Türkiye de muhalefet denince akla gelenler ve yetersizlikleri belli.
muhalefetin olmayan yenilikleri dile getirmesi ve bunun üzerinde durması gerektiğini düşünenlerdenim.
vatan elden gidiyor, atatürk' ün Cumhuriyeti tehlikede, baştaki adam hırsızın arsızın önde gideni. bunları biliyoruz zaten. gözümüz de var aklımız da çalışıyor allah a şükür. olanı söyleme, olması gerekeni söyle.

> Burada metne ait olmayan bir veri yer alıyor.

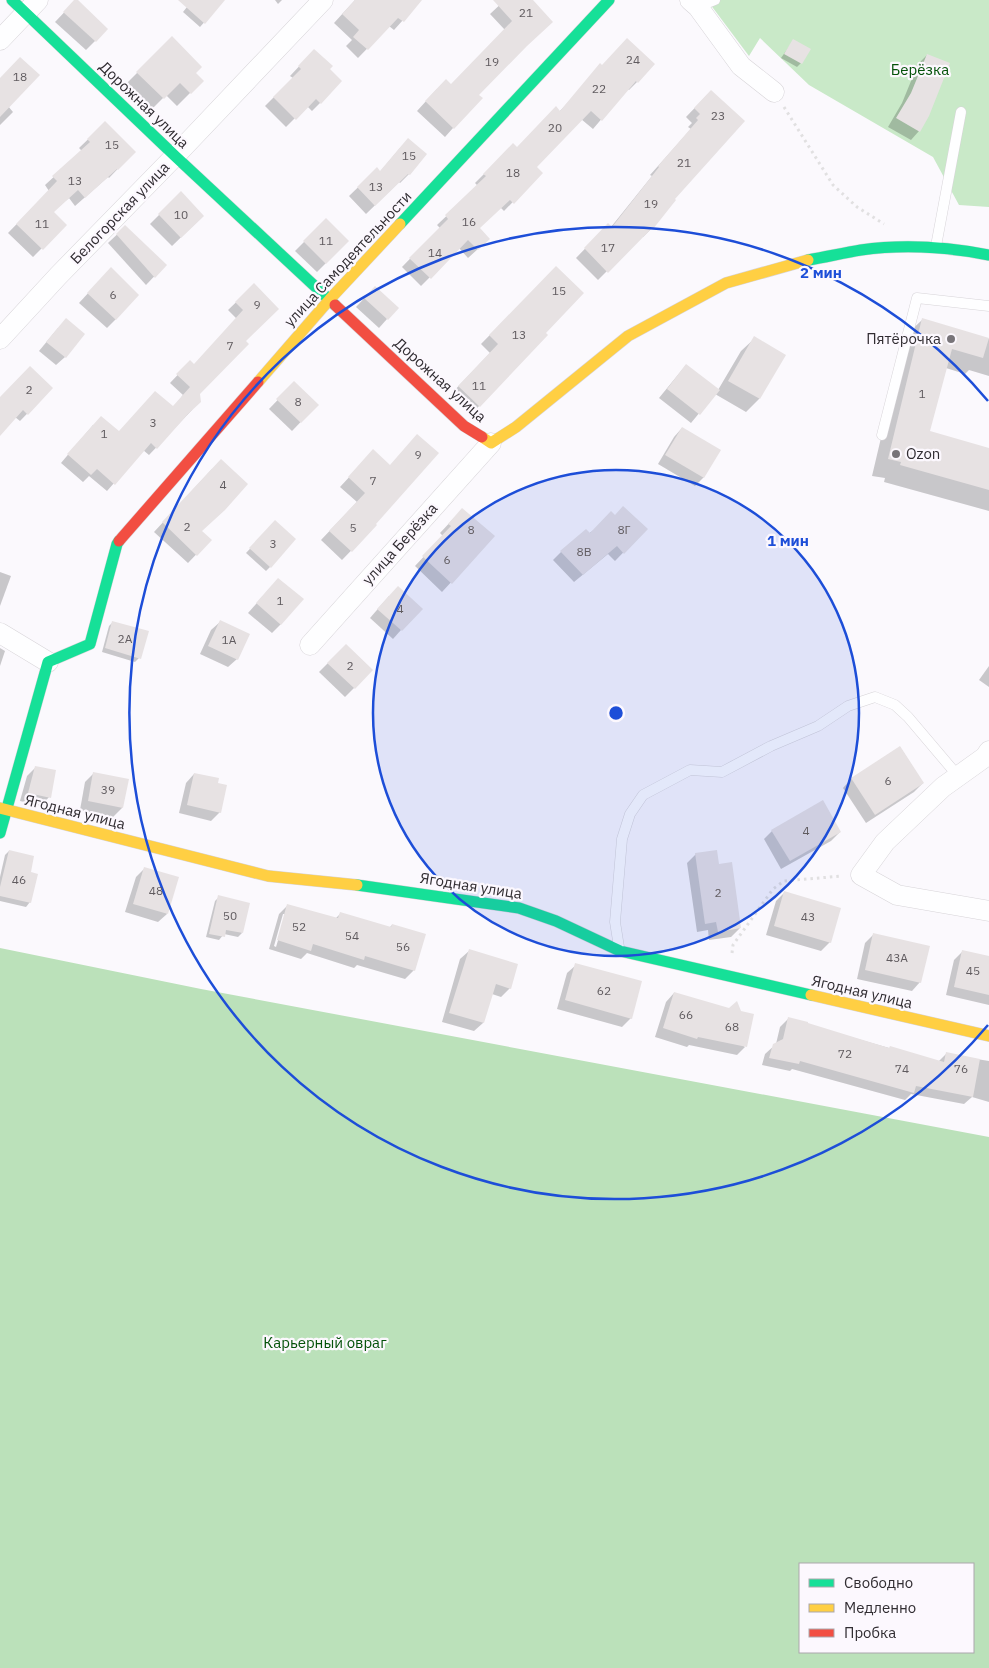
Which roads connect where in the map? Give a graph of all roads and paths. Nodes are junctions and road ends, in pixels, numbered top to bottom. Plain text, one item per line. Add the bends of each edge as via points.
1 (323, 0) edge
2 (609, 0) edge
3 (701, 2) edge
4 (25, 4) edge
5 (0, 40) edge
6 (774, 92) joint
7 (961, 112) dead end
8 (175, 156) junction
9 (890, 228) dead end
10 (936, 249) junction
11 (989, 255) edge
12 (330, 299) junction
13 (989, 306) edge
14 (0, 339) edge
15 (882, 435) dead end
16 (491, 443) junction
17 (0, 633) edge
18 (310, 645) dead end
19 (48, 662) junction
20 (989, 752) edge
21 (958, 776) junction
22 (4, 809) edge
23 (0, 833) edge
24 (860, 875) junction
25 (989, 911) edge
26 (620, 951) junction
27 (727, 976) junction
28 (989, 1036) edge

1 - 8 street, Белогорская улица
2 - 12 street, улица Самодеятельности
3 - 6 street via 741,66
4 - 5 street
4 - 8 street, Дорожная улица
6 - 9 path via 833,185 857,207
7 - 10 lane
8 - 12 street, Дорожная улица
8 - 14 street, Белогорская улица
10 - 11 street, Дорожная улица
10 - 16 street, Дорожная улица via 863,250 803,261 726,283 628,336 516,427
12 - 16 street, Дорожная улица via 464,426
12 - 19 street, улица Самодеятельности via 117,544 90,644
13 - 15 lane via 917,298
16 - 18 street, улица Берёзка
17 - 19 street
19 - 22 street
20 - 21 street
21 - 24 street via 942,787 885,842
21 - 26 lane via 895,704 874,697 848,706 818,726 770,746 722,772 690,770 643,795 630,814 622,839 615,922
22 - 23 street
22 - 26 street, Ягодная улица via 268,876 375,886 519,908 556,921
24 - 25 street via 897,895
24 - 27 path via 784,882 773,889 734,945
26 - 27 street, Ягодная улица
27 - 28 street, Ягодная улица

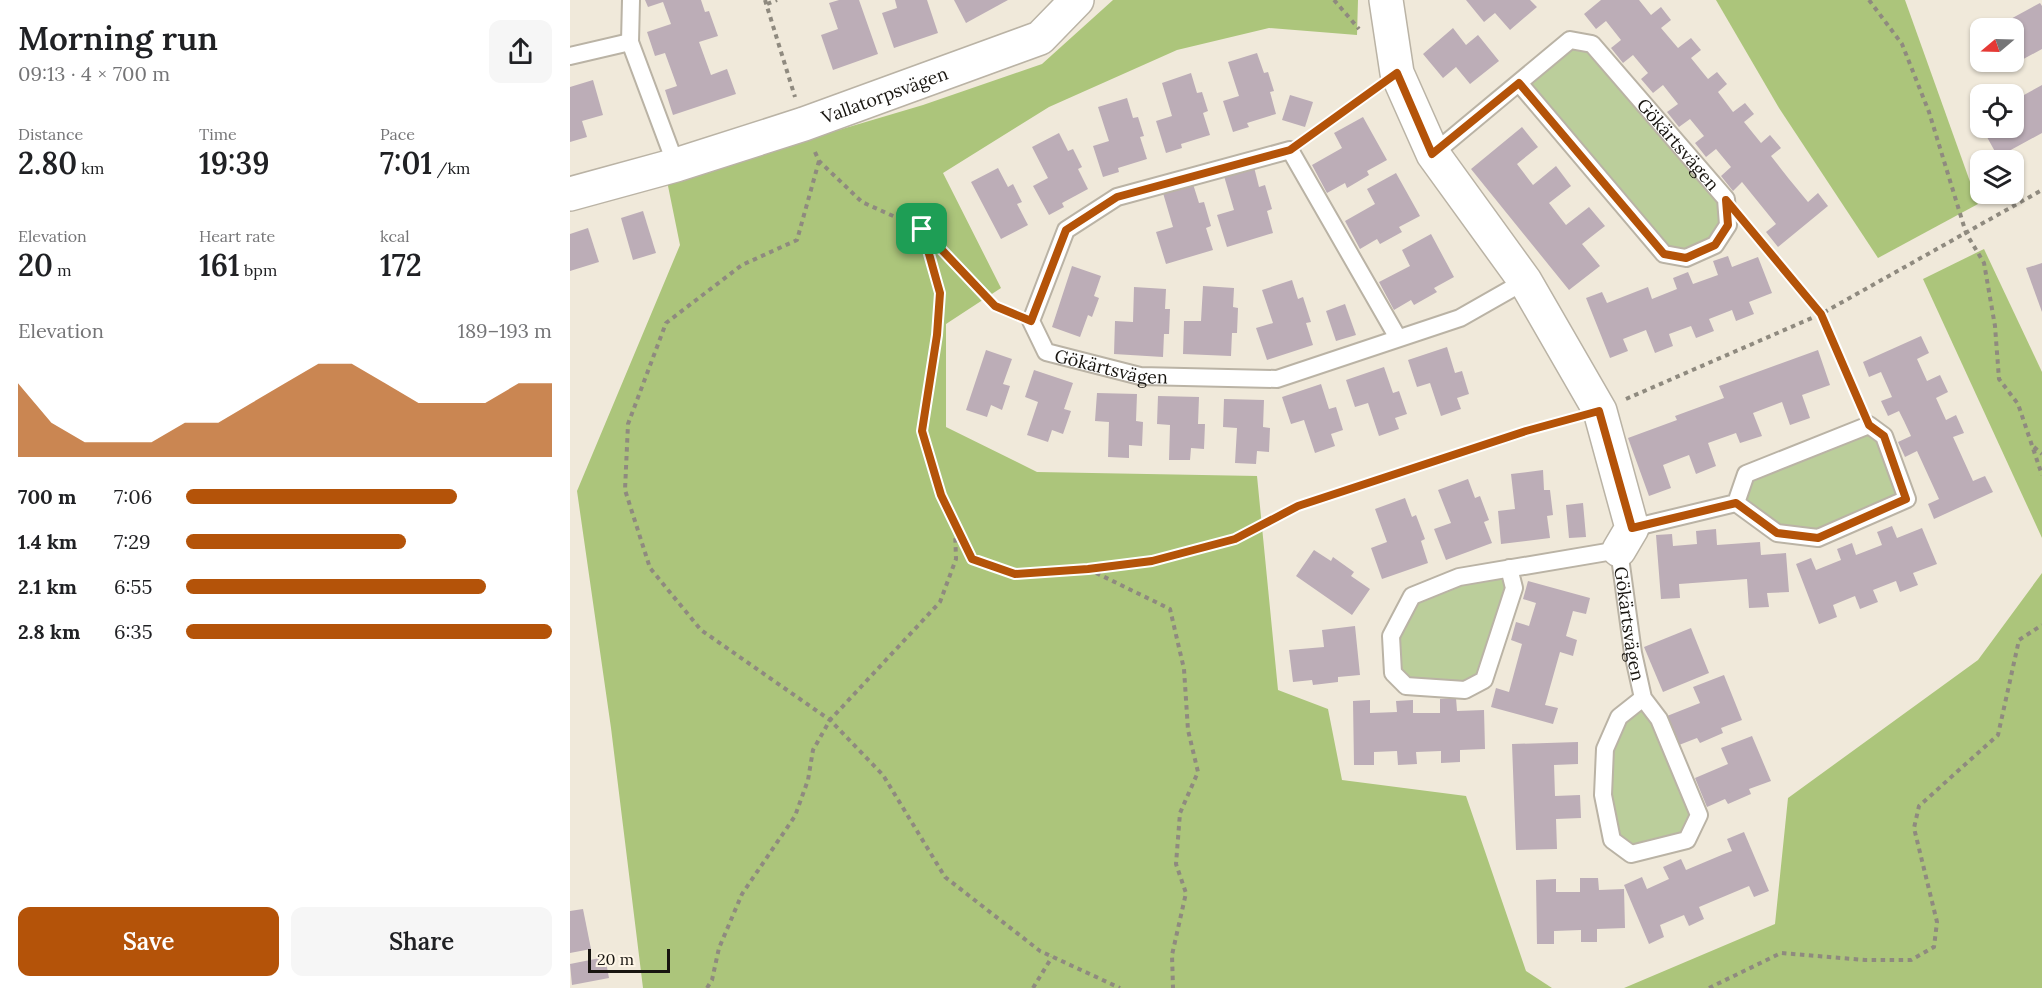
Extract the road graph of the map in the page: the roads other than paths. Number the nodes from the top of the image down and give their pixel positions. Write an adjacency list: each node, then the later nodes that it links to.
1 (631, 0): 4 (lane)
2 (1077, 0): 8 (street, Vallatorpsvägen)
3 (1386, 0): 7 (street, Gökärtsvägen)
4 (630, 42): 5 (lane); 8 (lane)
5 (570, 56)
6 (1519, 83): 6 (lane, Gökärtsvägen); 7 (lane, Gökärtsvägen)
7 (1432, 154): 10 (street, Gökärtsvägen)
8 (676, 165): 9 (street, Vallatorpsvägen)
9 (570, 194)
10 (1525, 281): 11 (lane, Gökärtsvägen); 13 (street, Gökärtsvägen)
11 (1398, 338): 11 (lane, Gökärtsvägen)
12 (1736, 503): 12 (lane); 13 (lane, Gökärtsvägen)
13 (1625, 539): 14 (lane, Gökärtsvägen); 15 (lane, Gökärtsvägen)
14 (1509, 568): 14 (lane, Gökärtsvägen)
15 (1643, 698): 15 (lane, Gökärtsvägen)

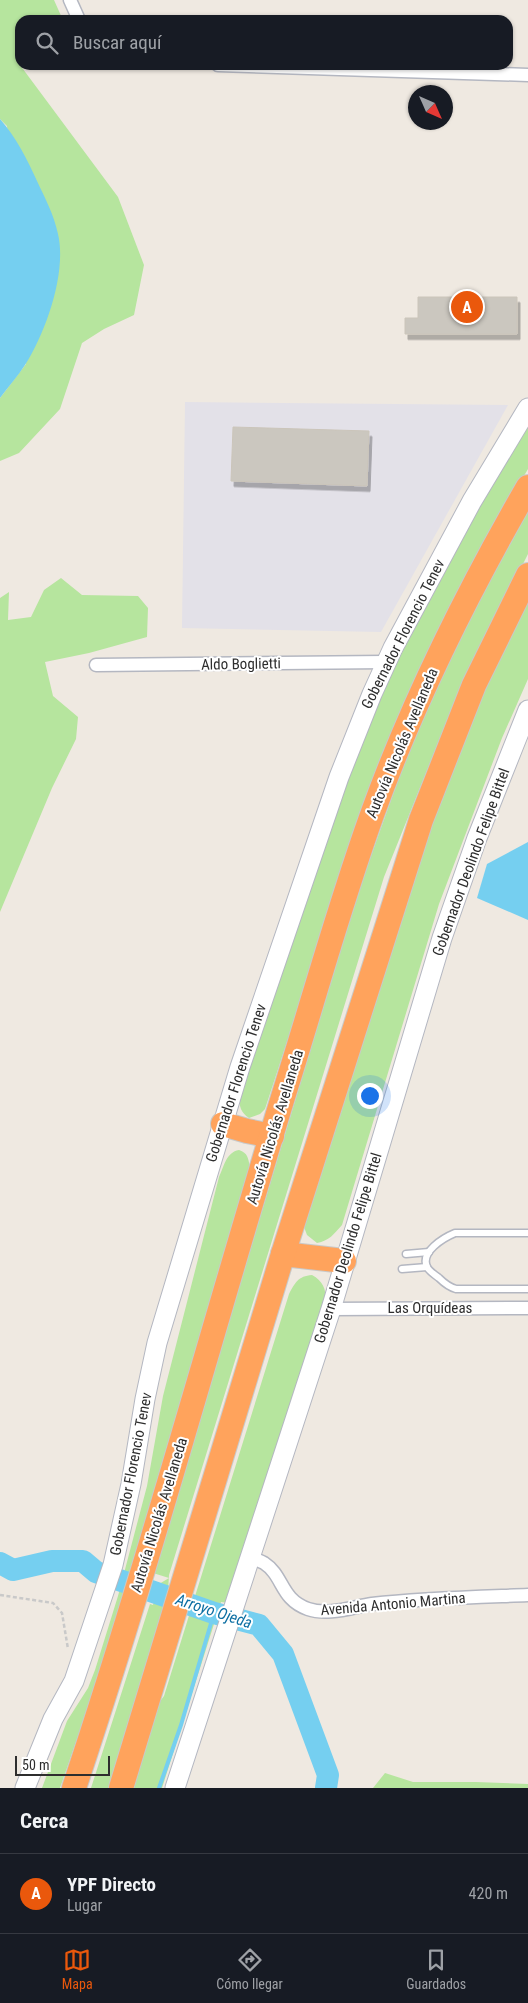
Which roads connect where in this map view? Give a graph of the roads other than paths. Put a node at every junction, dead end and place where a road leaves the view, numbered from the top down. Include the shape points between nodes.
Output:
1 (70, 0) edge
2 (77, 15) edge
3 (373, 70) edge
4 (528, 75) edge
5 (528, 408) edge
6 (528, 487) edge
7 (528, 575) edge
8 (386, 662) junction
9 (96, 665) dead end
10 (528, 710) edge
11 (222, 1124) junction
12 (272, 1136) junction
13 (528, 1233) edge
14 (429, 1252) junction
15 (283, 1254) junction
16 (406, 1254) dead end
17 (344, 1260) junction
18 (427, 1267) junction
19 (402, 1269) dead end
20 (528, 1289) edge
21 (528, 1308) edge
22 (331, 1309) junction
23 (250, 1557) junction
24 (528, 1595) edge
25 (25, 1788) edge
26 (74, 1788) edge
27 (121, 1788) edge
28 (175, 1788) edge

1 - 2 street
3 - 4 street
5 - 8 street, Gobernador Florencio Tenev via 472,501
6 - 12 highway, Autovía Nicolás Avellaneda via 450,632 387,775 350,882
7 - 15 highway via 474,685 421,820
8 - 9 street, Aldo Boglietti
8 - 11 street, Gobernador Florencio Tenev via 354,737 310,859
10 - 17 street, Gobernador Deolindo Felipe Bittel via 477,838 442,938
11 - 12 highway
11 - 25 street, Gobernador Florencio Tenev via 157,1343 113,1565 76,1674 53,1719
12 - 26 highway, Autovía Nicolás Avellaneda
13 - 14 lane via 455,1233
14 - 16 lane
14 - 18 lane
15 - 17 highway
15 - 27 highway
17 - 22 street, Gobernador Deolindo Felipe Bittel
18 - 19 lane
18 - 20 lane via 456,1289
21 - 22 street, Las Orquídeas
22 - 23 street, Gobernador Deolindo Felipe Bittel
23 - 24 street, Avenida Antonio Martina via 274,1573 290,1598 318,1612 443,1598
23 - 28 street, Gobernador Deolindo Felipe Bittel

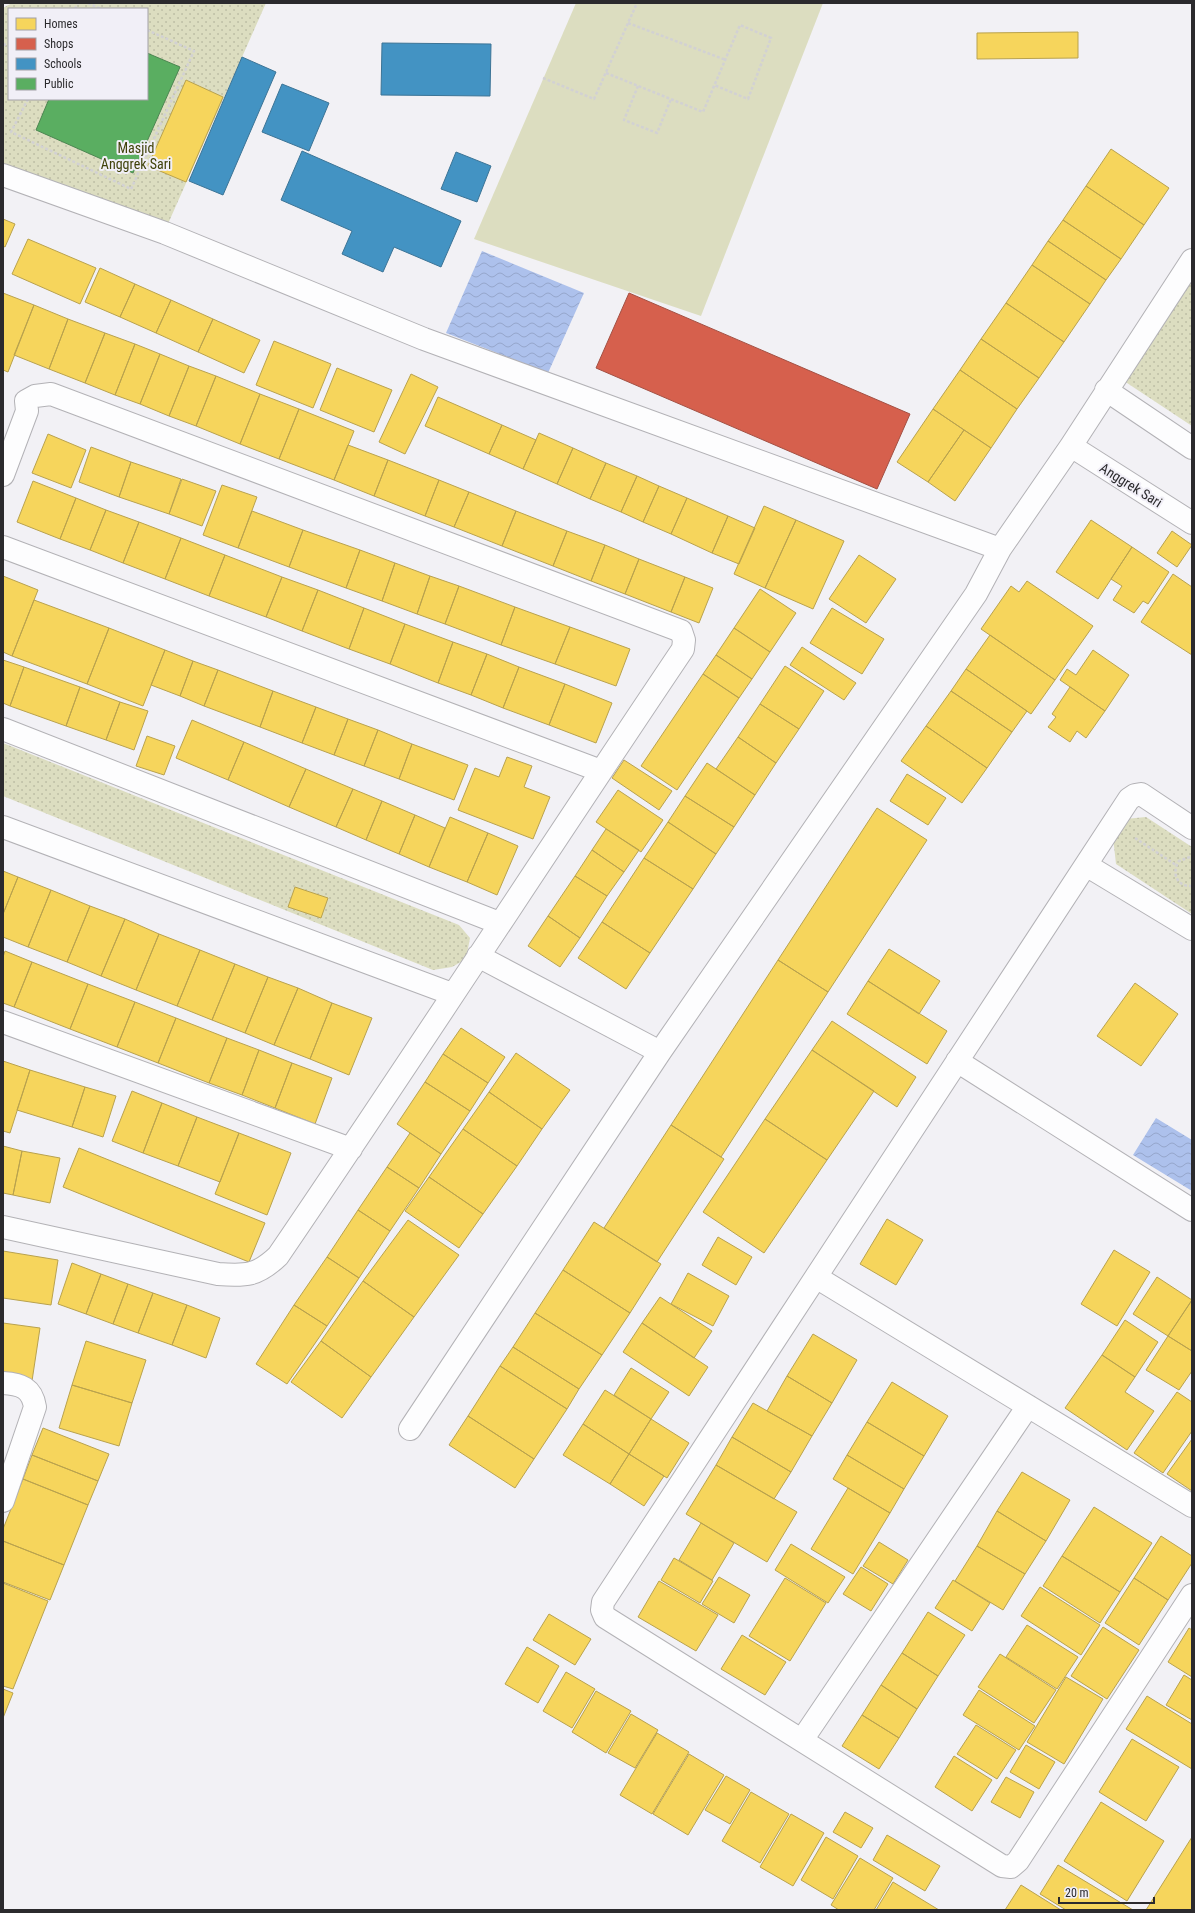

de ki, mühendislerimizi yurt dışına detaylı eğitime göndereceğiz ya da yurt dışından kalifiye mühendisler getirtip eğitim verdireceğiz, teknolojide dışa bağımlılığı azaltacağız. artık apple ve samsung düzeyinde cihazlar üreteceğiz, isteyen tercihe bağlı olarak yine o markaları kullanabilir.
de ki, tarım ve hayvancılık danışmanları yetiştireceğiz. tarlası olan, belki yol geçer satarız mantığını bırakıp o tarlayı en verimli şekilde nasıl kullanabilir, bunun bilgisini alacak. belirli büyüklükteki verimli tarlaların satışı ve boş bırakılması yasaklanacak. hayvancılık ve hayvansal ürünler teşvik ile desteklenecek. şimdi de var biliyorum ama yeterli değil. millet ineğim var diye para alıp gazinolarda yiyor. denetim olacak. böylece köyden kente vasıfsız göçler engellenecek ve bu ürünlerde dışa bağımlılık minimuma indirilecek. seracılık önemli bir sektör olmasına rağmen insanı sebze meyveden soğutan tatlarda ürünler veriyor. Türkiye'nin iklim ve toprak yapısı bio için uygun, buna ağırlık verilecek. ve hibrit tohumlar yasaklanacak.
yeraltı zenginliklerinin bir çoğu yabancı şirketlerin tekelinde. kanunda kendi topraklarımızdan bu şirketleri atmak için düzenlemeler yapılacak. sözleşme iptali için gereken tazminat miktarı devlet hazinesinden karşılanacak ve sadece 1 yıl kimseye ikramiye ve zam mam yok. ( askeri tanka kafa atmaktan daha mantıklı)
temel ihtiyaçlarını gideremeyecek kadar yoksul olan tüm vatandaşlar, yani sadece partimize oy verenler değil, devlet gözetimi altında olacaktır. çalışabilecek durumdaki bireylere yalnızca istihdam sağlanana kadar yardım edilecektir. müşkül durumda olan ve iş göremez haldeki bireyler için devlet tesisleri yapılacak ve ölene kadar orta halli bir yaşam süreceklerdir.
Toplumsal, doğal ve kültürel değere sahip hiçbir alan imara açılmayacaktır ve sürekli bakımı yapılacaktır.
dinimize ait yapılar için halktan bağış alınmayacak ve bu desteği devlet sağlayacaktır. dileyen bireysel olarak bağışını farklı türde gerçekleştirebilir. kutsal mekanlarda yapılan dini eğitimler, devlet tarafından eğitilmiş sertifikalı hocalar tarafından yapılacak ve vaaz konularında siyaset değil insanlık ile ilgili konular verilecek.
çoğunluğu müslüman olan bu ülkede farklı din ve görüşteki tüm vatandaşlar da, inançları yönünde dernek ve kuruluş hakkına sahiptir. yalnızca Türkiye Cumhuriyeti nin varlığı için tehlike arz eden bir durum oluşturulursa devlet müdahalede bulunur.
üniversitelerin, istihdam fazlası kadarı kapatılacak. Ancak yeni istihdam alanları açıldıkça kontenjan sayısı artacak ve böylece eğitimli işsizler sayısında azalma hedeflenecek. liseden itibaren, kişinin yetenekli olduğu alanlar gözlemlenecek ve üniversitede branş seçimi bu gözlemleyen yetkili kişilerin referansı üzerine belirlenecek. işini sevmeyen, mecburen okuduğu bölümden mezun olmuş kişilerin bu ülkenin geleceğine pozitif bir katkısı olmayacaktır.
bu tarz yeniliklerle bir parti çıksın karşıma, akepe icabına bakmadan virüs gibi yayarım yemin ederim.